**Exercise instructions**
Copy each line of the records that holds the string "fabs".
Segment Open
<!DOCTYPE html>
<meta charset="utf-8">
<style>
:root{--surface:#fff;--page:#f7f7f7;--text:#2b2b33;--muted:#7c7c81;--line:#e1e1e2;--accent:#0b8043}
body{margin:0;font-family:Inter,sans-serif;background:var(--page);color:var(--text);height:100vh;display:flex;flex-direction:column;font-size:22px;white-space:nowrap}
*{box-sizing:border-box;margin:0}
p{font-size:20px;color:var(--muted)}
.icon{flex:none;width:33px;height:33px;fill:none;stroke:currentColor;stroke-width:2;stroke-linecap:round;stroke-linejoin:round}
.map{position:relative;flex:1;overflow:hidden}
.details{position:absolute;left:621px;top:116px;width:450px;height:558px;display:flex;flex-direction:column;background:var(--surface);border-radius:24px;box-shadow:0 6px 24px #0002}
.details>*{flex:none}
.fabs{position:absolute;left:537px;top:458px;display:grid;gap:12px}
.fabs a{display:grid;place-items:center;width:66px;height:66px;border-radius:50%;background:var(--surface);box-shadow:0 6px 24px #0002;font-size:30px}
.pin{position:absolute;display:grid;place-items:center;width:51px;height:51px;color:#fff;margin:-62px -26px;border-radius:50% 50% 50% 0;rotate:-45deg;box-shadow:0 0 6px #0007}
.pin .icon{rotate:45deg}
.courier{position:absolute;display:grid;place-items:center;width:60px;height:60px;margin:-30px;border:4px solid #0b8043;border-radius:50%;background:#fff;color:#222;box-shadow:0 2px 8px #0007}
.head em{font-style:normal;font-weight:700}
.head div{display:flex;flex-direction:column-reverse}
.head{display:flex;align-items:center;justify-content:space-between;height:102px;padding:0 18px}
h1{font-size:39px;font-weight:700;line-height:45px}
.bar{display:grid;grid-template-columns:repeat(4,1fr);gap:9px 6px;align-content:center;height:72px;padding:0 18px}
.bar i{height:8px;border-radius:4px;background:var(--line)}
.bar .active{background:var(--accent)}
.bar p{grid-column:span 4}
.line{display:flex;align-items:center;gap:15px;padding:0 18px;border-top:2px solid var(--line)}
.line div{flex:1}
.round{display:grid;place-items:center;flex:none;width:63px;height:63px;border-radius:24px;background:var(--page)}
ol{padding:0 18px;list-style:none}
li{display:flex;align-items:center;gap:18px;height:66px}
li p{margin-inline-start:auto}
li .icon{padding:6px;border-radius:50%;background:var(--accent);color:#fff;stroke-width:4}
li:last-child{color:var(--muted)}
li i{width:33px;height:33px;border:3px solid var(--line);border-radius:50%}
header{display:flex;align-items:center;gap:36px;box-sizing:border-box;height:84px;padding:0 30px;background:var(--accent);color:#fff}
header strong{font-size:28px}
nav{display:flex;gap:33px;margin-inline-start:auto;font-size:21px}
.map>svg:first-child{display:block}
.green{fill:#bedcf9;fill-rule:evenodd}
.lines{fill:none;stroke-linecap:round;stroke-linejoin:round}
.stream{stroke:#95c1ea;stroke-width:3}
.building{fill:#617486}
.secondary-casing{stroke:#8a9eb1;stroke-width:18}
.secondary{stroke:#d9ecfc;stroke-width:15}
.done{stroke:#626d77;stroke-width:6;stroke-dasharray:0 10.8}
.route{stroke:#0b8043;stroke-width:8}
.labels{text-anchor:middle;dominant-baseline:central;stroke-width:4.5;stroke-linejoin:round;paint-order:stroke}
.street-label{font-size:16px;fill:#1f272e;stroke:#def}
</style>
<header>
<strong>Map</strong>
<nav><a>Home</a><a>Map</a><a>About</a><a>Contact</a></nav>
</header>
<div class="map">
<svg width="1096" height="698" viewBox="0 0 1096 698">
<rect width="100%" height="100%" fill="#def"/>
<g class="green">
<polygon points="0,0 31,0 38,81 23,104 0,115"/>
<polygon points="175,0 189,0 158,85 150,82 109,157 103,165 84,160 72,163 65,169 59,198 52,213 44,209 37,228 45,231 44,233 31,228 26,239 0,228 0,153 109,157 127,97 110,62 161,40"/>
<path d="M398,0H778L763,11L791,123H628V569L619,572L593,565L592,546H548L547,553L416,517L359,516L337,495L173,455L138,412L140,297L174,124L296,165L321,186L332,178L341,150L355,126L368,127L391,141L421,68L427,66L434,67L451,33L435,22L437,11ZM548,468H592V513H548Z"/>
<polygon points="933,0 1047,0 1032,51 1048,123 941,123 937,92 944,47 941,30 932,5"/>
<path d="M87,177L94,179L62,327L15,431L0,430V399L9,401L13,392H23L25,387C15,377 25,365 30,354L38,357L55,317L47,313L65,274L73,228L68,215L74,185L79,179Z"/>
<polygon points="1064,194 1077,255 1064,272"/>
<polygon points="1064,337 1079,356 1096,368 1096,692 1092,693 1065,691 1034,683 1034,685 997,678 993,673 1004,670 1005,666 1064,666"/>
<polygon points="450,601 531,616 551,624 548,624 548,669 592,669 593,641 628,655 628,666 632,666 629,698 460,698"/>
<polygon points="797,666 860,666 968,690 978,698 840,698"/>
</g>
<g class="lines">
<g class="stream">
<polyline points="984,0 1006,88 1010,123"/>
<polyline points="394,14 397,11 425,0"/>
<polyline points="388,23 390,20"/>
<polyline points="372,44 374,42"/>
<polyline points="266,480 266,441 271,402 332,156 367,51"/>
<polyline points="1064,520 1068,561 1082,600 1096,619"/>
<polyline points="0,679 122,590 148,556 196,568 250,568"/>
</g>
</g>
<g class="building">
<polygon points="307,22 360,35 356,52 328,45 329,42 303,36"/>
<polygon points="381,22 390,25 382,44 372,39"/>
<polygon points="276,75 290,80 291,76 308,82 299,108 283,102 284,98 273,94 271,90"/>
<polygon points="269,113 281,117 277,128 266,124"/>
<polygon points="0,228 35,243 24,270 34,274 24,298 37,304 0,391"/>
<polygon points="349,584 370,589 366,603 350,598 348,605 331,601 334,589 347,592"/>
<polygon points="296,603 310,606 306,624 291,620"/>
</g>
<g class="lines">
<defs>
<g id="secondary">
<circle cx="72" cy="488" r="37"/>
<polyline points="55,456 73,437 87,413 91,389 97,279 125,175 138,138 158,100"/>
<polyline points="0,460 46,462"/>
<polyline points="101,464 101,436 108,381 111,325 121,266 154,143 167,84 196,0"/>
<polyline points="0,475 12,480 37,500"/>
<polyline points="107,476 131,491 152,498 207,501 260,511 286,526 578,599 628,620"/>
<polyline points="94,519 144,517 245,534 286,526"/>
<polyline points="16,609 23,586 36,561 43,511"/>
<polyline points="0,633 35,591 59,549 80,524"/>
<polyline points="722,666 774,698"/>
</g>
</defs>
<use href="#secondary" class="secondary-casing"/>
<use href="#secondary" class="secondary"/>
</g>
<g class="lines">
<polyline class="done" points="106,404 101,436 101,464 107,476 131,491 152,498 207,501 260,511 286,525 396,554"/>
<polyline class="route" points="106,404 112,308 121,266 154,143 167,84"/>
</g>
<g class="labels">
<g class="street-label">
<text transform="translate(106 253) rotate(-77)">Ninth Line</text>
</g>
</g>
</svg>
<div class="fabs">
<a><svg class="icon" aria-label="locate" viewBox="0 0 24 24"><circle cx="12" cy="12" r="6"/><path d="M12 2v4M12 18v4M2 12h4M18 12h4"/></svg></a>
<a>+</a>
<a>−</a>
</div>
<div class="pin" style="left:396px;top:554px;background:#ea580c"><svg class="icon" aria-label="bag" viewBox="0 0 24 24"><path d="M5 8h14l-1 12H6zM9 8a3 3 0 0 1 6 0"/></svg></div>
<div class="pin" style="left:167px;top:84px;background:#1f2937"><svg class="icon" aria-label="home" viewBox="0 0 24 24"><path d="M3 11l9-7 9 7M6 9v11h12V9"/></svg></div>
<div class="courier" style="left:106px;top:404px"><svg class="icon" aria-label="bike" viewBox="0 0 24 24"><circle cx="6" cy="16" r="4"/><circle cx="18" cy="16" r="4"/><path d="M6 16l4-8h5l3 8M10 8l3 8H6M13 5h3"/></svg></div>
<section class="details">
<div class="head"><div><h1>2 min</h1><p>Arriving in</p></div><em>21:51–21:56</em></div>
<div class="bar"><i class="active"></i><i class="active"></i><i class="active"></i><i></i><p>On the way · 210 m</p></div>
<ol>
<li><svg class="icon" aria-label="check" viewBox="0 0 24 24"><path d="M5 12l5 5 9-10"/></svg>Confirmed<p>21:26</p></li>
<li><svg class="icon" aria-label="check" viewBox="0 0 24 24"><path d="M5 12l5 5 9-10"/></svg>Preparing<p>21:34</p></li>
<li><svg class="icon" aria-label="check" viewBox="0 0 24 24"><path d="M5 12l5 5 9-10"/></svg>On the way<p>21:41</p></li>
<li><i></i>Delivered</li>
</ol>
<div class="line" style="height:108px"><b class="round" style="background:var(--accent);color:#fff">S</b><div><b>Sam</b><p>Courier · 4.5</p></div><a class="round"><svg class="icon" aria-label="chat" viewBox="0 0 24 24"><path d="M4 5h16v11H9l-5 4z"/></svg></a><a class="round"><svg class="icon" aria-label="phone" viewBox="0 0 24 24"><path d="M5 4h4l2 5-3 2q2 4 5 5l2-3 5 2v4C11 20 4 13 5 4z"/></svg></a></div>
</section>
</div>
Segment Closed
**Exercise solution**
.fabs{position:absolute;left:537px;top:458px;display:grid;gap:12px}
.fabs a{display:grid;place-items:center;width:66px;height:66px;border-radius:50%;background:var(--surface);box-shadow:0 6px 24px #0002;font-size:30px}
<div class="fabs">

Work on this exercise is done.